It is not too late for the Haitian authorities to reverse this course and reaffirm their commitment to a democratic outcome of the electoral process

State Department's Richard Boucher
The State Department said a number of Senate seats had not been contested properly and urged the Haitian authorities to remedy the situation.

Earlier, the United Nations Secretary-General, Kofi Annan, expressed concern that a second round of voting had gone ahead despite irregularities in the first round.

The opposition boycotted the elections, and international observers refused to monitor them, saying the first round had favoured the party of the former Haitian President, Jean-Bertrand Aristide.

Crucial poll

The poll - to restore an elected congress and senate which were suspended last year - was seen as Haiti's chance to restore democracy after decades of instability.

Jean-Bertrand Aristide
Mr Aristide's Lavalas Party has claimed victory in the election
The Lavalas Party, of former Preisdent Aristide, claimed victory in the polls and called for a dialogue with the international community. No official results have been issued yet, and the head of Haiti's electoral council fled the country rather than endorse the results.

A BBC correspondent in the region, Peter Greste, says the elections have been critical to Haiti. The country urgently needs an elected legislature in place to run the country after more than a year-and-a-half.

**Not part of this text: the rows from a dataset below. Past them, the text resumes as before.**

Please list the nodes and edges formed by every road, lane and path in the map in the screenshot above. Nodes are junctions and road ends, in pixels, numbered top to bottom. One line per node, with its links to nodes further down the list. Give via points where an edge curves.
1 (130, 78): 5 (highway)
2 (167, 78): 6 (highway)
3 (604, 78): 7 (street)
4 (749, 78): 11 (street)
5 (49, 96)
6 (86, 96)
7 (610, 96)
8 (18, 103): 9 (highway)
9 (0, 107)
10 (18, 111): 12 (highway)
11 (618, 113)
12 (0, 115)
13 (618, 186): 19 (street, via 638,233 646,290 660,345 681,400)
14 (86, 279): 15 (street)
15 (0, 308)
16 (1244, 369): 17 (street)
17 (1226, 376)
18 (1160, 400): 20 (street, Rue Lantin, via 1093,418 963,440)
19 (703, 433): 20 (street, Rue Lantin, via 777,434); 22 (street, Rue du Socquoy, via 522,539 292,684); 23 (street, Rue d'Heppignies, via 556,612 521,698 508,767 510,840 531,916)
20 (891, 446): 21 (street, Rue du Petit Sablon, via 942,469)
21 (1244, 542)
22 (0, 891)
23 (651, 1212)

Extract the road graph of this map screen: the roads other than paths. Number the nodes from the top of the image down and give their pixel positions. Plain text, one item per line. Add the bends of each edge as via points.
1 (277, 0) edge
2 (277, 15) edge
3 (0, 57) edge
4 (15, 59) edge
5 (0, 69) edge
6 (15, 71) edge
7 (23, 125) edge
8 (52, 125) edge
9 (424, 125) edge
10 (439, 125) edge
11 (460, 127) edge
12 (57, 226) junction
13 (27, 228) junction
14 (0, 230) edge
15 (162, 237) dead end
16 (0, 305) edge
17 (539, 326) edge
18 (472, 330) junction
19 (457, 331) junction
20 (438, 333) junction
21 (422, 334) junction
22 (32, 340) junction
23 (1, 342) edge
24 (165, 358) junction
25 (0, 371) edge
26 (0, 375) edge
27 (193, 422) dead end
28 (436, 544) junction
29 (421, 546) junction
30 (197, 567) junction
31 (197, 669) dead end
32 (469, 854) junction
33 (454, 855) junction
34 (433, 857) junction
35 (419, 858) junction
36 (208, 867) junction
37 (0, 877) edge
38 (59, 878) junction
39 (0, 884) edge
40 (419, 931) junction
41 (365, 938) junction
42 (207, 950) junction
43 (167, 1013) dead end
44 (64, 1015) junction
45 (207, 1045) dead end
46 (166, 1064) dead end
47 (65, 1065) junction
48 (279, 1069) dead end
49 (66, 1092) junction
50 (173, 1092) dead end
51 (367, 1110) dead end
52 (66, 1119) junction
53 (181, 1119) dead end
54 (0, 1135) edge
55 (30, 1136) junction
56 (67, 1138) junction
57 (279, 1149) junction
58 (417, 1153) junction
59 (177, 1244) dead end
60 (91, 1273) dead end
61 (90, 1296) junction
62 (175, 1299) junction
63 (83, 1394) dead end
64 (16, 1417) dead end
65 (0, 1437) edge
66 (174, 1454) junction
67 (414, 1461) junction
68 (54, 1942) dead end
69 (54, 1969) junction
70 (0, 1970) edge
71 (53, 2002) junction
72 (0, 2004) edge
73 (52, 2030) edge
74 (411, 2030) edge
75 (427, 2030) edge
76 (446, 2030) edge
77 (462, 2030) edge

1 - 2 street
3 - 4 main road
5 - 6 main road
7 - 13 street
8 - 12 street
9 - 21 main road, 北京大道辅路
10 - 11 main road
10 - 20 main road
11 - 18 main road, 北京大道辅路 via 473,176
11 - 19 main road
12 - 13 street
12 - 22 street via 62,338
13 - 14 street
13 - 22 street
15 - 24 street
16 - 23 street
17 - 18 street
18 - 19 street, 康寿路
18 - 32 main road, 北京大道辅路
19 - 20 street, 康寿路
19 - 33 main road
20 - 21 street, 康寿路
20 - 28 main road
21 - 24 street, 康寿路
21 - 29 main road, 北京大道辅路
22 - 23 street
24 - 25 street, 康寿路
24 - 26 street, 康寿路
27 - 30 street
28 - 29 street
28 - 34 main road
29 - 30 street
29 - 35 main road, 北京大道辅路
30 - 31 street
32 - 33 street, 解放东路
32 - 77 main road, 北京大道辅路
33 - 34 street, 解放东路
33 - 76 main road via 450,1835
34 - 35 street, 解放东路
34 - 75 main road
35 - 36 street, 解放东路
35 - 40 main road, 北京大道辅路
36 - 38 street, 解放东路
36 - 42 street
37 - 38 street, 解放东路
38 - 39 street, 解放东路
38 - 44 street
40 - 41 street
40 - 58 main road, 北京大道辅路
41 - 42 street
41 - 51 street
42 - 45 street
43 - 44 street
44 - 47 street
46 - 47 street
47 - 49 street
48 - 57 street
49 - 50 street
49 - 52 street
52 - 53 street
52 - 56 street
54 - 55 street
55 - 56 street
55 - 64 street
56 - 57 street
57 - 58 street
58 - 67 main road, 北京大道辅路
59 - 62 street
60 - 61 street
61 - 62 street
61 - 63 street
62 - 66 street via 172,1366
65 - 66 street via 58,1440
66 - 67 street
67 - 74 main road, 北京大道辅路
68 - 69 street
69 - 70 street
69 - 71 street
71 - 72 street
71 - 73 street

Haiti also desperately needs the $500m in foreign aid that donors have kept under lock and key until Haiti puts a legitimate government in place.

US criticism

State Department spokesman Richard Boucher said the vote was flawed by the fact that senate seats left undecided by the first round were not included.

"Failure to include in the July 9 run-off election the seats not won in the first round by absolute majority as prescribed by Haitian electoral law, make this cycle of parliamentary elections incomplete and inappropriate," Mr Boucher said.

However, in keeping with previous US remarks about the polls, he stressed that there was still time for the Port-au-Prince authorities to "reaffirm their commitment to a democratic outcome of the electoral process".

Anan's regret

UN Secretary-General Kofi Annan said on Monday that he regretted that Haiti's Government had gone ahead with weekend elections.

Mr Annan said he "wished to express his regret that the electoral council and Haitian authorities chose to proceed with holding run-off parliamentary elections... without having resolved outstanding issues related to the first round."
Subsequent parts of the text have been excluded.